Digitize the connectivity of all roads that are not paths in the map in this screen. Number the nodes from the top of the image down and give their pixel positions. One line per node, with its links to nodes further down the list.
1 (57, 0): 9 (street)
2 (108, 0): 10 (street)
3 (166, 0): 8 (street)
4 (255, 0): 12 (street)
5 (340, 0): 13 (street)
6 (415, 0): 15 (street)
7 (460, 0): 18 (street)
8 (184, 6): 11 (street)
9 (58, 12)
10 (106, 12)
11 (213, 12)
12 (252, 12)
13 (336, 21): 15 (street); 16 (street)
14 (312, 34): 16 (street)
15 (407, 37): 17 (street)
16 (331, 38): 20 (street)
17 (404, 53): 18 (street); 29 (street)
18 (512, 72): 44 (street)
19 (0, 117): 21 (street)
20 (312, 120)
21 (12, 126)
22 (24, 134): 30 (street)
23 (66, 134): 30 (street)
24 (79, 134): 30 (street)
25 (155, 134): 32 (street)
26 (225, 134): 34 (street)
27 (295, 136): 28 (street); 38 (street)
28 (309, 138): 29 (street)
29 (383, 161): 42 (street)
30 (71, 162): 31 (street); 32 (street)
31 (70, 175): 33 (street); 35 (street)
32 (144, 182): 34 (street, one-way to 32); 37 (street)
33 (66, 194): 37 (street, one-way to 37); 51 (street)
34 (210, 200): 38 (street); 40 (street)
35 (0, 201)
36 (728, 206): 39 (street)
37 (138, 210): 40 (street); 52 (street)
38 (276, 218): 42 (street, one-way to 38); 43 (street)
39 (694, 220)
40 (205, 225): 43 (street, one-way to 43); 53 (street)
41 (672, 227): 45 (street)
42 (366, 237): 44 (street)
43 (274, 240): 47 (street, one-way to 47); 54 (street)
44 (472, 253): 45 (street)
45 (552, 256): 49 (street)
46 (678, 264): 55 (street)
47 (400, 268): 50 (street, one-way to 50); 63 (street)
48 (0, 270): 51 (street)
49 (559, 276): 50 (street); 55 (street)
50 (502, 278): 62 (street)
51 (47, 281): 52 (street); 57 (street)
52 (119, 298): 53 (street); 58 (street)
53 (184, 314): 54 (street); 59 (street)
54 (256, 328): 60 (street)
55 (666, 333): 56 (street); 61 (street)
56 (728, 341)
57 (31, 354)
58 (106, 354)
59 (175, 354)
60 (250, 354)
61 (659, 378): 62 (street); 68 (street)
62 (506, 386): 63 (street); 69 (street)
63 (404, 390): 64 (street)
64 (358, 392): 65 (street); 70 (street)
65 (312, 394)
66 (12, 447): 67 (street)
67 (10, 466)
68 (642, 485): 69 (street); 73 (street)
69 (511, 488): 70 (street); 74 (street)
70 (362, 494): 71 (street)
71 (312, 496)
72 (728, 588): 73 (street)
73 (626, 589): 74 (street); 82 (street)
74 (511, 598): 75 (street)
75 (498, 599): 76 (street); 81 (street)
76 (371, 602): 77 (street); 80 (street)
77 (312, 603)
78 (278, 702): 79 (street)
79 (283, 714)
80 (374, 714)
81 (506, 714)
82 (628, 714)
++++
- **What you have to do**: The data should be written out again in full, exactly as it stands.

- **Final answer**:
Digitize the connectivity of all roads that are not paths in the map in this screen. Number the nodes from the top of the image down and give their pixel positions. One line per node, with its links to nodes further down the list.
1 (57, 0): 9 (street)
2 (108, 0): 10 (street)
3 (166, 0): 8 (street)
4 (255, 0): 12 (street)
5 (340, 0): 13 (street)
6 (415, 0): 15 (street)
7 (460, 0): 18 (street)
8 (184, 6): 11 (street)
9 (58, 12)
10 (106, 12)
11 (213, 12)
12 (252, 12)
13 (336, 21): 15 (street); 16 (street)
14 (312, 34): 16 (street)
15 (407, 37): 17 (street)
16 (331, 38): 20 (street)
17 (404, 53): 18 (street); 29 (street)
18 (512, 72): 44 (street)
19 (0, 117): 21 (street)
20 (312, 120)
21 (12, 126)
22 (24, 134): 30 (street)
23 (66, 134): 30 (street)
24 (79, 134): 30 (street)
25 (155, 134): 32 (street)
26 (225, 134): 34 (street)
27 (295, 136): 28 (street); 38 (street)
28 (309, 138): 29 (street)
29 (383, 161): 42 (street)
30 (71, 162): 31 (street); 32 (street)
31 (70, 175): 33 (street); 35 (street)
32 (144, 182): 34 (street, one-way to 32); 37 (street)
33 (66, 194): 37 (street, one-way to 37); 51 (street)
34 (210, 200): 38 (street); 40 (street)
35 (0, 201)
36 (728, 206): 39 (street)
37 (138, 210): 40 (street); 52 (street)
38 (276, 218): 42 (street, one-way to 38); 43 (street)
39 (694, 220)
40 (205, 225): 43 (street, one-way to 43); 53 (street)
41 (672, 227): 45 (street)
42 (366, 237): 44 (street)
43 (274, 240): 47 (street, one-way to 47); 54 (street)
44 (472, 253): 45 (street)
45 (552, 256): 49 (street)
46 (678, 264): 55 (street)
47 (400, 268): 50 (street, one-way to 50); 63 (street)
48 (0, 270): 51 (street)
49 (559, 276): 50 (street); 55 (street)
50 (502, 278): 62 (street)
51 (47, 281): 52 (street); 57 (street)
52 (119, 298): 53 (street); 58 (street)
53 (184, 314): 54 (street); 59 (street)
54 (256, 328): 60 (street)
55 (666, 333): 56 (street); 61 (street)
56 (728, 341)
57 (31, 354)
58 (106, 354)
59 (175, 354)
60 (250, 354)
61 (659, 378): 62 (street); 68 (street)
62 (506, 386): 63 (street); 69 (street)
63 (404, 390): 64 (street)
64 (358, 392): 65 (street); 70 (street)
65 (312, 394)
66 (12, 447): 67 (street)
67 (10, 466)
68 (642, 485): 69 (street); 73 (street)
69 (511, 488): 70 (street); 74 (street)
70 (362, 494): 71 (street)
71 (312, 496)
72 (728, 588): 73 (street)
73 (626, 589): 74 (street); 82 (street)
74 (511, 598): 75 (street)
75 (498, 599): 76 (street); 81 (street)
76 (371, 602): 77 (street); 80 (street)
77 (312, 603)
78 (278, 702): 79 (street)
79 (283, 714)
80 (374, 714)
81 (506, 714)
82 (628, 714)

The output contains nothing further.